Jane frissonne. L'humidité de l'air est effarante. L'orage gronde de plus belle dehors, bien que la pluie ne tombe pas très fort. Il enfonce d'avantage ses mains dans la poche de sa veste et continue d'arpenter les couloirs du CBI à la recherche de Lisbon. Surpris, lorsqu'il ne la trouve pas assise derrière son bureau, il se demande où elle a bien pu aller. Il va se faire du thé. Dans la salle de repos du CBI, le tonnerre fait trembler les vitres. Il n'avait jamais aimé les orages, et celui là avait des airs d'apocalypse tant les vibrations du ciel et la lumière des éclairs étaient intenses.

Il se dirige vers les bureaux, soucieux de l'endroit où se trouve sa patronne. Lorsqu'il n'y a aucune affaire, ce qu'il aime faire par-dessus tout, c'est la taquiner.

- Dis, Grace, tu as vu Lisbon ?

- Il me semble qu'elle est sortie il y a un moment.

Le consultant hausse les sourcils.

- Sortie ? Avec ce temps ? demande-t-il, presque scandalisé.

Grace hausse les épaules, et s'intéresse à nouveau à son ordinateur.

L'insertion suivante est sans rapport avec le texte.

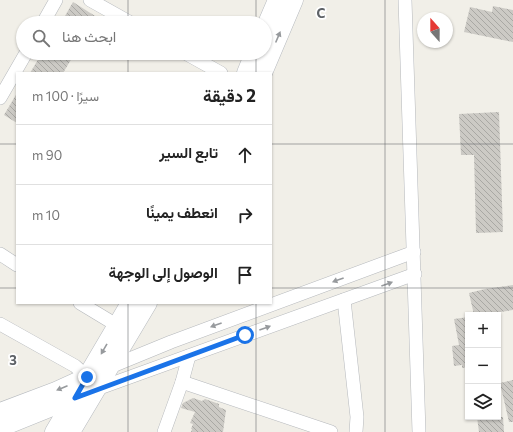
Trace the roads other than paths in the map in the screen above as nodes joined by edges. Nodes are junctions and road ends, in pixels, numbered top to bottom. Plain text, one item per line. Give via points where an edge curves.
1 (56, 0) edge
2 (90, 0) edge
3 (277, 0) edge
4 (294, 0) edge
5 (405, 0) edge
6 (47, 16) edge
7 (119, 16) edge
8 (270, 16) edge
9 (272, 54) edge
10 (22, 60) edge
11 (198, 60) edge
12 (251, 60) edge
13 (269, 60) edge
14 (219, 72) edge
15 (246, 72) edge
16 (264, 72) edge
17 (0, 98) edge
18 (414, 252) junction
19 (0, 254) edge
20 (16, 264) edge
21 (415, 274) junction
22 (344, 300) junction
23 (82, 304) edge
24 (130, 304) edge
25 (147, 304) edge
26 (0, 324) edge
27 (124, 330) junction
28 (189, 356) junction
29 (110, 367) junction
30 (182, 382) junction
31 (92, 383) junction
32 (75, 398) junction
33 (0, 412) edge
34 (0, 428) edge
35 (54, 432) edge
36 (71, 432) edge
37 (164, 432) edge
38 (331, 432) edge
39 (356, 432) edge
40 (419, 432) edge

1 - 6 street
2 - 7 street
3 - 8 main road
9 -> 4 main road
5 - 18 street
10 - 17 street
11 - 14 street
12 - 15 main road
16 -> 13 main road
18 - 21 street
18 -> 29 street via 178,339
19 - 20 street
22 -> 21 street
21 - 40 street
28 -> 22 street
22 - 39 street via 357,417
23 - 27 street
24 - 27 main road
25 - 27 main road
26 - 31 street via 75,366
27 - 29 main road
27 -> 31 main road
28 - 30 street
28 - 31 street
29 - 31 main road
30 - 37 street
30 - 38 street
31 - 32 main road
31 -> 33 main road via 56,391
31 - 36 main road
32 - 34 main road
32 - 35 main road

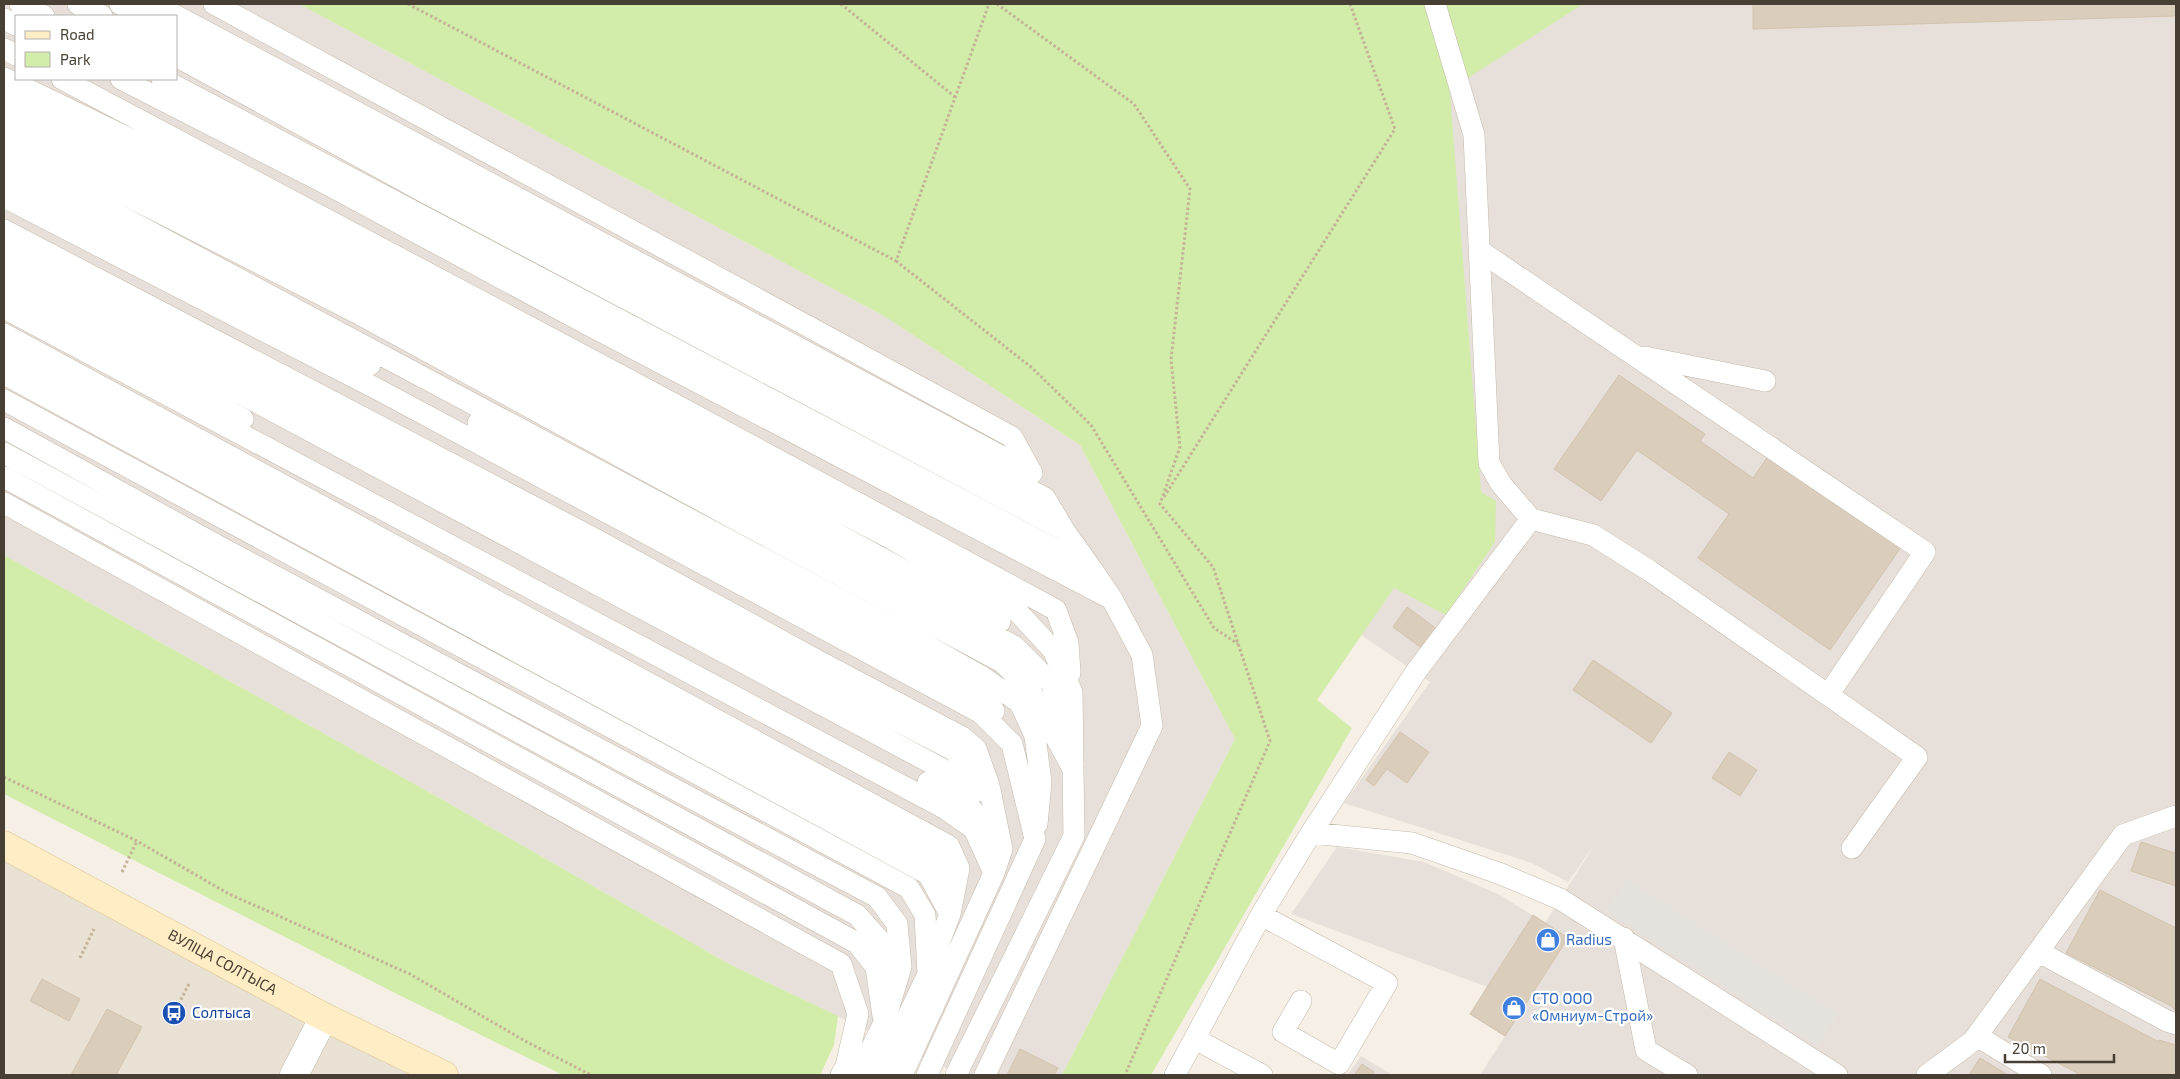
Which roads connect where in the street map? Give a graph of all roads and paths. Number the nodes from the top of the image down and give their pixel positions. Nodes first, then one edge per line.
1 (20, 4) edge
2 (78, 4) edge
3 (120, 4) edge
4 (154, 4) edge
5 (214, 4) edge
6 (408, 4) edge
7 (841, 4) edge
8 (988, 4) edge
9 (997, 4) edge
10 (1350, 4) edge
11 (1435, 4) edge
12 (42, 15) edge
13 (100, 15) edge
14 (140, 15) edge
15 (175, 15) edge
16 (178, 17) edge
17 (4, 18) edge
18 (15, 24) edge
19 (178, 36) edge
20 (178, 57) edge
21 (4, 78) edge
22 (64, 80) edge
23 (123, 80) edge
24 (164, 80) edge
25 (4, 94) edge
26 (955, 97) junction
27 (4, 117) edge
28 (4, 133) edge
29 (4, 154) edge
30 (4, 175) edge
31 (4, 197) edge
32 (4, 230) edge
33 (4, 247) edge
34 (1480, 251) junction
35 (896, 261) junction
36 (4, 266) edge
37 (4, 288) edge
38 (4, 308) edge
39 (4, 334) edge
40 (1634, 355) junction
41 (4, 356) edge
42 (4, 374) edge
43 (1765, 381) dead end
44 (4, 400) edge
45 (4, 428) edge
46 (4, 454) edge
47 (1031, 472) junction
48 (4, 477) edge
49 (1045, 498) junction
50 (4, 503) edge
51 (1160, 504) junction
52 (1531, 518) junction
53 (1064, 530) junction
54 (1091, 568) junction
55 (1112, 599) junction
56 (1238, 644) junction
57 (1062, 688) junction
58 (1828, 695) junction
59 (1012, 744) junction
60 (1073, 769) junction
61 (4, 777) edge
62 (989, 787) junction
63 (2176, 816) edge
64 (1311, 833) junction
65 (1035, 839) junction
66 (4, 845) edge
67 (1852, 848) dead end
68 (1002, 849) junction
69 (994, 873) junction
70 (956, 892) junction
71 (950, 914) junction
72 (1261, 915) junction
73 (1624, 938) junction
74 (2039, 952) junction
75 (928, 974) junction
76 (896, 983) junction
77 (1301, 1001) dead end
78 (324, 1017) junction
79 (884, 1023) junction
80 (2176, 1024) edge
81 (1977, 1036) junction
82 (1195, 1038) junction
83 (294, 1075) edge
84 (444, 1075) edge
85 (591, 1075) edge
86 (841, 1075) edge
87 (858, 1075) edge
88 (880, 1075) edge
89 (902, 1075) edge
90 (927, 1075) edge
91 (956, 1075) edge
92 (985, 1075) edge
93 (1125, 1075) edge
94 (1175, 1075) edge
95 (1262, 1075) edge
96 (1688, 1075) edge
97 (1837, 1075) edge
98 (1927, 1075) edge
99 (2042, 1075) edge

1 - 12 lane
2 - 13 lane
3 - 14 lane
4 - 15 lane
5 - 47 lane
6 - 35 path
7 - 26 path
8 - 26 path
9 - 51 path
10 - 51 path
11 - 34 lane
16 - 47 lane
17 - 18 lane
19 - 49 lane
20 - 53 lane
21 - 57 lane
22 - 57 lane
23 - 55 lane
24 - 54 lane
25 - 57 lane
26 - 35 path
27 - 57 lane
28 - 60 lane
29 - 65 lane
30 - 59 lane
31 - 59 lane
32 - 62 lane
33 - 62 lane
34 - 40 lane
34 - 52 lane
35 - 56 path
36 - 62 lane
37 - 68 lane
38 - 69 lane
39 - 70 lane
40 - 43 lane
40 - 58 lane
41 - 70 lane
42 - 71 lane
44 - 75 lane
45 - 76 lane
46 - 76 lane
47 - 49 lane
48 - 79 lane
49 - 53 lane
50 - 86 lane
51 - 56 path
52 - 58 lane
52 - 64 lane
53 - 54 lane
54 - 55 lane
55 - 92 lane
56 - 93 path
57 - 60 lane
58 - 67 lane
59 - 65 lane
60 - 91 lane
61 - 85 path
62 - 68 lane
63 - 74 lane
64 - 72 lane
64 - 73 lane
65 - 90 lane
66 - 78 main road, ВУЛІЦА СОЛТЫСА
68 - 69 lane
69 - 89 lane
70 - 71 lane
71 - 75 lane
72 - 77 lane
72 - 82 lane
73 - 96 lane
73 - 97 lane
74 - 80 lane
74 - 81 lane
75 - 88 lane
76 - 79 lane
78 - 83 street
78 - 84 main road, ВУЛІЦА СОЛТЫСА
79 - 87 lane
81 - 98 lane
81 - 99 lane
82 - 94 lane
82 - 95 lane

Jane se dirige vers le parking, la cherche, mais ne la voit nulle part. Puis, il pense à l'espace fumeur, quelques mètres carrés de verdure derrière le bâtiment. C'est là qu'elle doit être. Il emprunte les escaliers pour rejoindre cet endroit.

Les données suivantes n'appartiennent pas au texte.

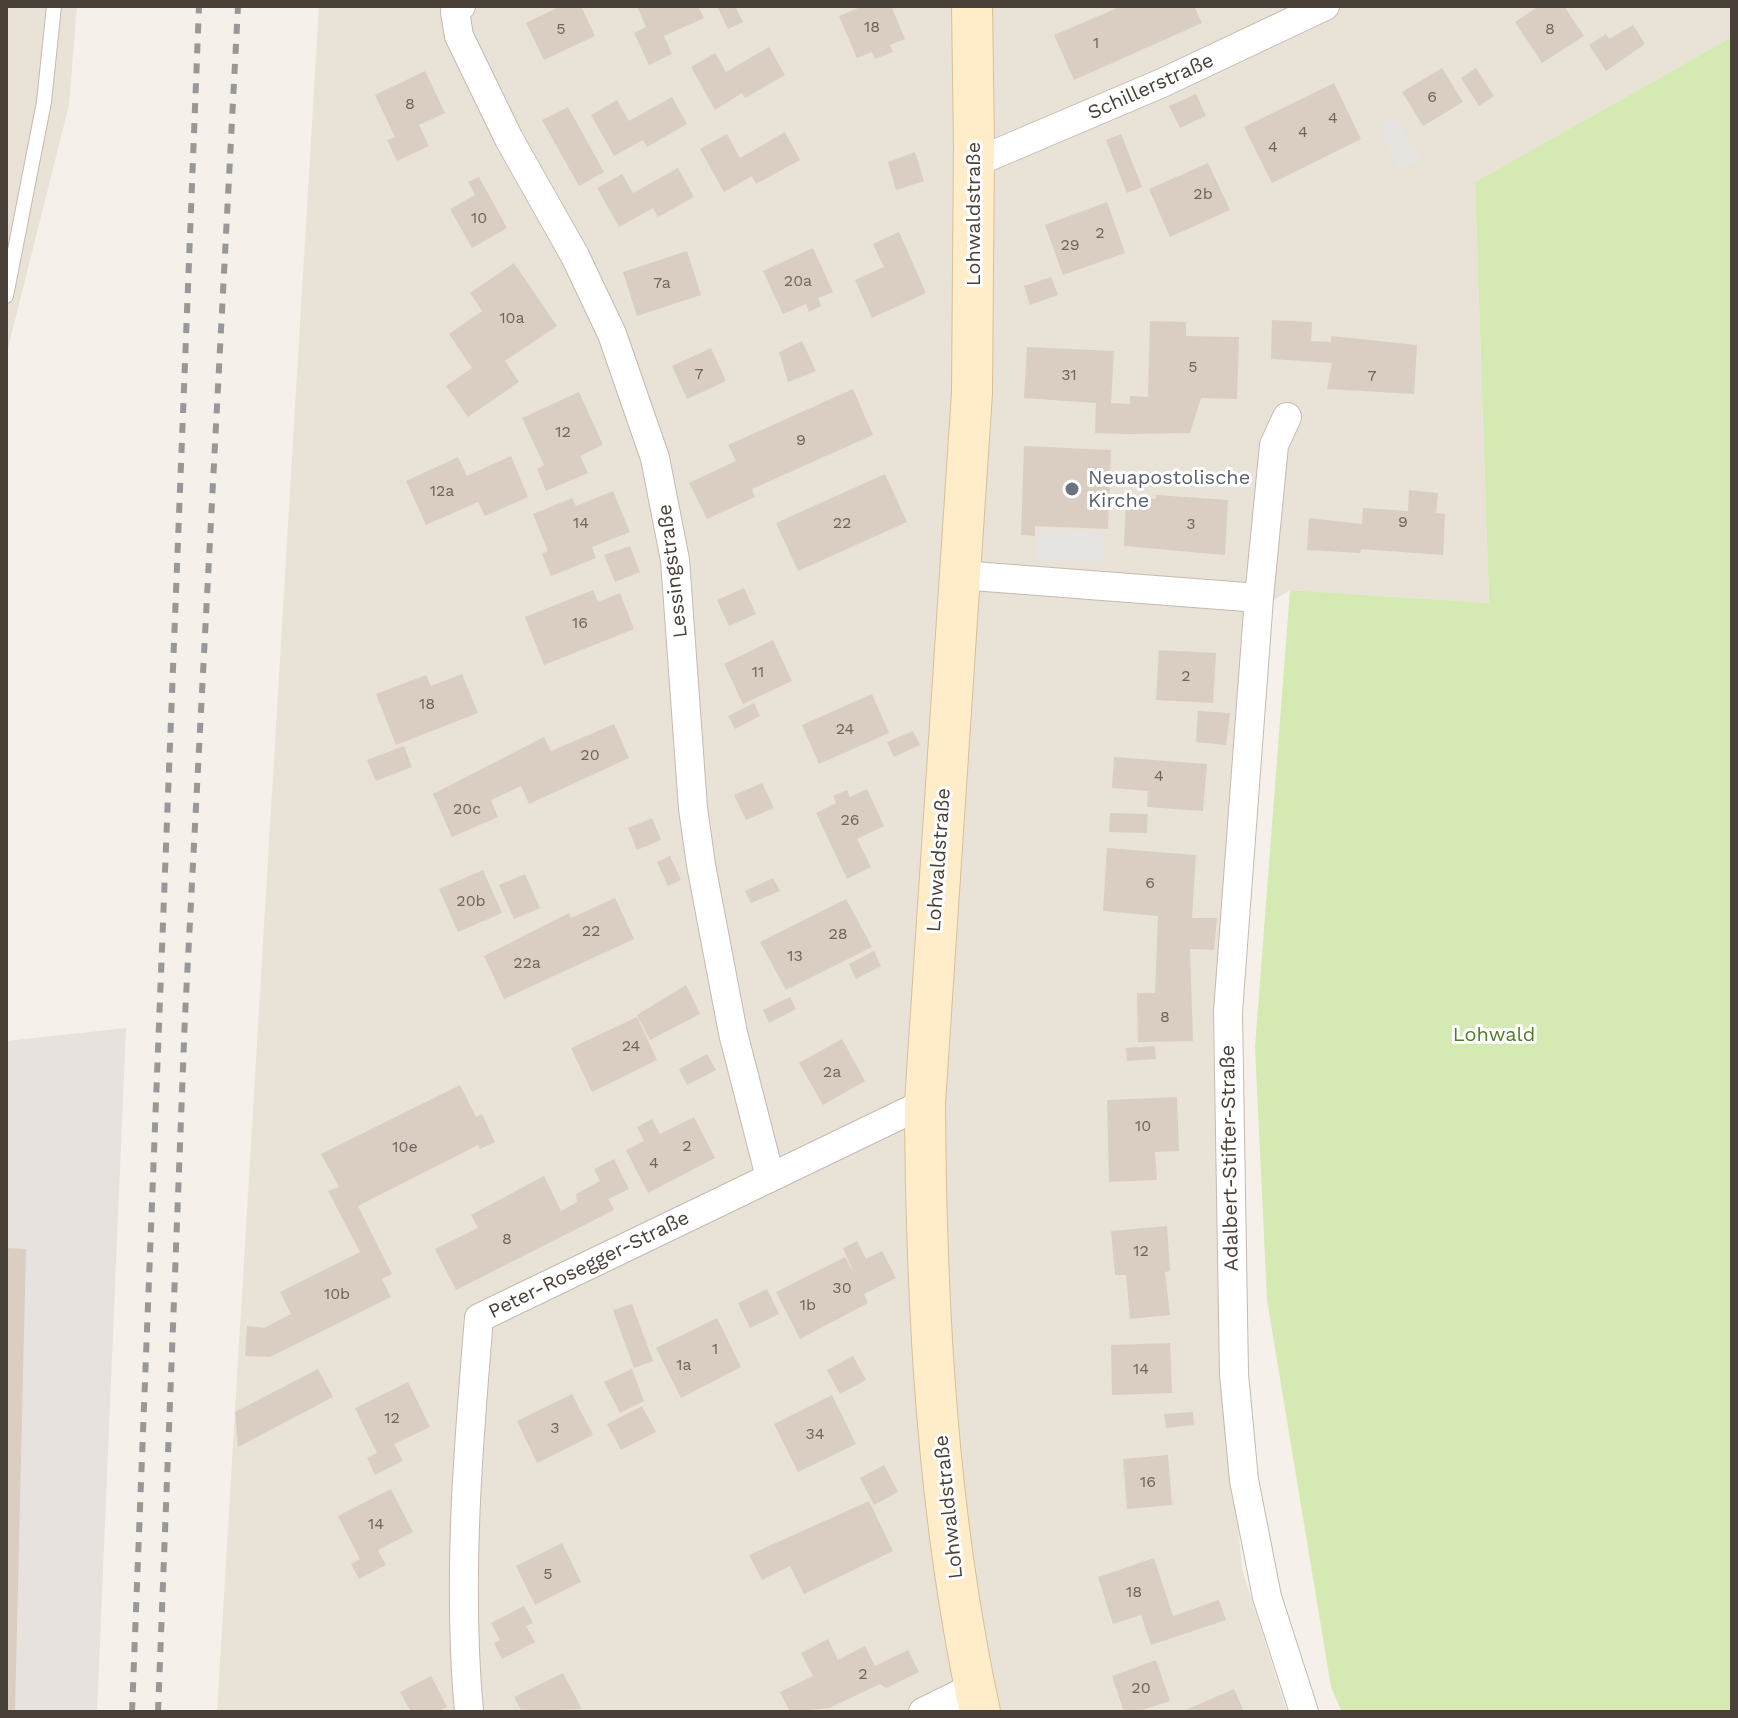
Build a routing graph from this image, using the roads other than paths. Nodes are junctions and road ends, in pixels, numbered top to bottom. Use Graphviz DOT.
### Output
graph roads {
  1 [pos="54,6"];
  2 [pos="461,6"];
  3 [pos="972,6"];
  4 [pos="1325,6"];
  5 [pos="974,163"];
  6 [pos="6,296"];
  7 [pos="1287,417"];
  8 [pos="960,575"];
  9 [pos="1259,598"];
  10 [pos="925,1103"];
  11 [pos="770,1177"];
  12 [pos="977,1699"];
  13 [pos="469,1712"];
  14 [pos="923,1712"];
  15 [pos="1304,1712"];
  1 -- 6 [label="lane"];
  2 -- 11 [label="street, Lessingstraße"];
  3 -- 5 [label="street, Lohwaldstraße"];
  4 -- 5 [label="street, Schillerstraße"];
  5 -- 8 [label="street, Lohwaldstraße"];
  7 -- 9 [label="street, Adalbert-Stifter-Straße"];
  8 -- 9 [label="street"];
  8 -- 10 [label="street, Lohwaldstraße"];
  9 -- 15 [label="street, Adalbert-Stifter-Straße"];
  10 -- 11 [label="street, Peter-Rosegger-Straße"];
  10 -- 12 [label="street, Lohwaldstraße"];
  11 -- 13 [label="street, Peter-Rosegger-Straße"];
  12 -- 14 [label="street"];
}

Et elle y est. De dos à lui, la face tournée vers le ciel. Sans parapluie, ni capuche. A découvert. Dégoulinante.

- Lisbon ?

Elle ne se retourne pas.

- Oui, Jane ?

Il avance de façon à être à côté d'elle, ses chaussures de cuir chuintant dans l'herbe mouillée.

- Vous savez qu'il pleut, non ? lance Jane, abasourdi de la voir trempée à ce point.

L'agent cligne des yeux, et Jane parvient à distinguer les gouttes d'eau accrochée à ces cils noirs de jais. Sa beauté le frappe d'un seul coup. Son chemisier bleu marine lui colle à la peau. Son visage semble purifié par la pluie, ses yeux semblent encore plus grands, plus verts, et ses cheveux bouclent sans relâche, quelques mèches sont plaquées contre son cou délicat et son front. Et étrangement, l'éclat incessant des éclairs fait à chaque fois ressortir les taches de rousseur de son nez.

- Oh ça alors, il pleut ! Suis-je bête... ironise-t-elle, avant de rouler des yeux.

Elle voit très bien qu'il la dévisage comme si elle avait reçu un coup sur la tête. Jane soupire.

- Vous savez donc que vous êtes trempée jusqu'aux os. Vous allez attraper froid, je vais attraper froid. Si ce n'est pas déjà fait. Rentrez donc. Je viens de faire du thé. Aux agrumes; votre préféré.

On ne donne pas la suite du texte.